You don't engage with any of this, and all you place against it is that ideological preference for "the smallest government method to achieve the aim…"
As another example, you write that "heavily restricting free trade is a retrograde policy that was discredited back in the 1970s," but this not only fails to engage with the objections to what is misleadingly called "free trade," it actively distorts them. The multilateral "free trade" deals to which progressives object have very little to do with trade. They're about granting legal superpowers to multinationals, establishing institutions that, among other things, allow them to collectively challenge democratically-enacted regulatory regimes and mete out economic punishment to nation-states that fail to fall in line. And falling in line means a race to the bottom for peoples everywhere in the name of profit by the few. Opposition to this is not, as you suggest, just long-out-of-date reactionary protectionism. Since you've expressed your preference for lesser government, it's also worth noting that these "free trade" agreements are, themselves, a major government intervention into economic activity, and are also protectionist (all of them extend new monopoly protections, for example, to "intellectual property"). It's just that it's carried out on behalf of these multinationals.
Now obviously, your article isn't about healthcare or this sort of "free trade" and it would be unreasonable to expect some sort of detailed discussion of every general issue you raise. What I'm describing is the impression you're giving by how you do deal with them.
When you discuss moral agency, you write that you believe "all individuals should have maximum liberty over their own lives" and that "a government that is too big is incompatible with this aim." But here, again, the issues you've raised beg questions regarding the application of this notion, questions you fail to address.

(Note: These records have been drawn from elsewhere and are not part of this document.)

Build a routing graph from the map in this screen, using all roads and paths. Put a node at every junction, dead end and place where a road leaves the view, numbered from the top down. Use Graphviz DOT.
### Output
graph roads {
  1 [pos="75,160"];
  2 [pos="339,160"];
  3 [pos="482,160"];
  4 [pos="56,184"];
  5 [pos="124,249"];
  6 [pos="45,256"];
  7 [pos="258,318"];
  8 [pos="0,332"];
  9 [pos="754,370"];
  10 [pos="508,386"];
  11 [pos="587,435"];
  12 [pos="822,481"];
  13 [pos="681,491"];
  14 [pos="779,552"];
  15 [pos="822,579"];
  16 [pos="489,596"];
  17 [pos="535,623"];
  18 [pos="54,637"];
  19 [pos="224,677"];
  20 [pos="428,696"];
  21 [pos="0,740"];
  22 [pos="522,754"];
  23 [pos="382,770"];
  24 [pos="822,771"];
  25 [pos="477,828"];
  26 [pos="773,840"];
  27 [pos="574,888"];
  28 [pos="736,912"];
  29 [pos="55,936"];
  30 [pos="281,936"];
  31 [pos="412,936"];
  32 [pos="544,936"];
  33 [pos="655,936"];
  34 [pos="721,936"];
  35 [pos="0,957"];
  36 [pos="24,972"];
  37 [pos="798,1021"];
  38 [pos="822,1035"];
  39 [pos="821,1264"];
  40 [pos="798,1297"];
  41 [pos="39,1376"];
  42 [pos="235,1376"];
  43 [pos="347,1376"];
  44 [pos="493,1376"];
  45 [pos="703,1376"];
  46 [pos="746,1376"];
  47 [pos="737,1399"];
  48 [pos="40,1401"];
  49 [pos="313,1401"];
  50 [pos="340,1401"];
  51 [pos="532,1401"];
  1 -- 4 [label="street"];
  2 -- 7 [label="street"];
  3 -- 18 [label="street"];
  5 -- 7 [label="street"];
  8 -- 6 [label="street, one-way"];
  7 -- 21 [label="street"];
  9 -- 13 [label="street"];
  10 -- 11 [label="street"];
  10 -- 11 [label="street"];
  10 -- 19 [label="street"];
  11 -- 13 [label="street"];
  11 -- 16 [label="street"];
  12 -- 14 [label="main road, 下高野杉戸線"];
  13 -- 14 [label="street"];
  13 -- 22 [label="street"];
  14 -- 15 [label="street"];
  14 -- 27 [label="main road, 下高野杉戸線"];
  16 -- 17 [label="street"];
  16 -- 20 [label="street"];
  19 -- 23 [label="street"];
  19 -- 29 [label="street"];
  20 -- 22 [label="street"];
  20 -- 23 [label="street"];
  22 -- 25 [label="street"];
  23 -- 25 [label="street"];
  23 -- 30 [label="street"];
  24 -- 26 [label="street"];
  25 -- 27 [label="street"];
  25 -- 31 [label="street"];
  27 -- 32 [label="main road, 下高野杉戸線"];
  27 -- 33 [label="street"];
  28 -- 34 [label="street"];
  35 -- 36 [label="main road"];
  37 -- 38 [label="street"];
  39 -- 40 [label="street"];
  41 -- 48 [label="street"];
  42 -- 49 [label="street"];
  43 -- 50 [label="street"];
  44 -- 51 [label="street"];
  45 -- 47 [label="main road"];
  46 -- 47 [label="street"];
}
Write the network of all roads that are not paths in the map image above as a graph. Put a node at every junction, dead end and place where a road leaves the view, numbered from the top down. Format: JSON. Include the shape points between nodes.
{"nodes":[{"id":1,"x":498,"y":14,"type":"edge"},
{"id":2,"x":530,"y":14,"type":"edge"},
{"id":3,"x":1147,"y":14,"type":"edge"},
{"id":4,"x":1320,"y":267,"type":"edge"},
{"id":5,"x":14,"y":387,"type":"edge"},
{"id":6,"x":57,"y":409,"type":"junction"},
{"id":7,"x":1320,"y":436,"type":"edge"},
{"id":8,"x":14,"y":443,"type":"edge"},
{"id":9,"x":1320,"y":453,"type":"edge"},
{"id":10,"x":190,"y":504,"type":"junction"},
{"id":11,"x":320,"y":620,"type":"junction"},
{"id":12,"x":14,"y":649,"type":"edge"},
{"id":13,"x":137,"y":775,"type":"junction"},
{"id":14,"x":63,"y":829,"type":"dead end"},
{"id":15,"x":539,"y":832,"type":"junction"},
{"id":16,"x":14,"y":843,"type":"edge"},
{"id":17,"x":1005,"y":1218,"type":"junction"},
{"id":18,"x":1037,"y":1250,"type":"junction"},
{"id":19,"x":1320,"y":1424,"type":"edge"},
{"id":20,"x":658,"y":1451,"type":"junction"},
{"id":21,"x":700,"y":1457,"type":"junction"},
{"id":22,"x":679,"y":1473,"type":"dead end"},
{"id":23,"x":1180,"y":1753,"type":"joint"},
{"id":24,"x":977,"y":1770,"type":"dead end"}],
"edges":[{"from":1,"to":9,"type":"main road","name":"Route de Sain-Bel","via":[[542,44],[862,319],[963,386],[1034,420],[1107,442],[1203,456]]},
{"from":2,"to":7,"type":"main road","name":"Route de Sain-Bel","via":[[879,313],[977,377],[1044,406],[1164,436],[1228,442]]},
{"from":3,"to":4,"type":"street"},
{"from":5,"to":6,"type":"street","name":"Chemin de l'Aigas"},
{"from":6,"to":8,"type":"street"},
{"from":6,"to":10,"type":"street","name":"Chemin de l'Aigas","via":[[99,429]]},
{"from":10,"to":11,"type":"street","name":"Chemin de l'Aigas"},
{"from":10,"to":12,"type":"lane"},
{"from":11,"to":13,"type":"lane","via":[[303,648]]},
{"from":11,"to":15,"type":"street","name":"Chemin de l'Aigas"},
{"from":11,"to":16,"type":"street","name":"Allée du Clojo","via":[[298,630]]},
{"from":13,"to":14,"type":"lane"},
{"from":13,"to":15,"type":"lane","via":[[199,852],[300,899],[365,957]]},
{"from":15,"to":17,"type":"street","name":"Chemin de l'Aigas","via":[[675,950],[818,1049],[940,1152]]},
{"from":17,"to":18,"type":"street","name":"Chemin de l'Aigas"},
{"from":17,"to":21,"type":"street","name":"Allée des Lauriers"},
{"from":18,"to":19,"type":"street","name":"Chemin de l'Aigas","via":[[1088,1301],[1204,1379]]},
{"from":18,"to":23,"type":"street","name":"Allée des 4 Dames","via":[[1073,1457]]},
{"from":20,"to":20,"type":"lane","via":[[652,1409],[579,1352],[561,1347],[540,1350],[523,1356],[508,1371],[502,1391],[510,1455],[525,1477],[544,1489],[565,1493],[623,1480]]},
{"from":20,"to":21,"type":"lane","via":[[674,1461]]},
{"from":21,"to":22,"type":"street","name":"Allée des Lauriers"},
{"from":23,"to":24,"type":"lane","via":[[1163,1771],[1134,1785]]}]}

Our experience with for-profit healthcare is that it utterly decimates large swathes of the population; all it takes is one injury or illness and that for-profit system can swoop in and take away everything one has, everything for which one has ever worked, completely destroying one's independence and one's opportunities in life. There's not much "liberty" left for someone in that fix. When the government facilitates the mass-export of jobs, that not only harms individuals, it devastates entire communities. This "maximum liberty" thing is a lot more complicated than you've treated it here; there's certainly much more to it than just some abstraction about the size of a government.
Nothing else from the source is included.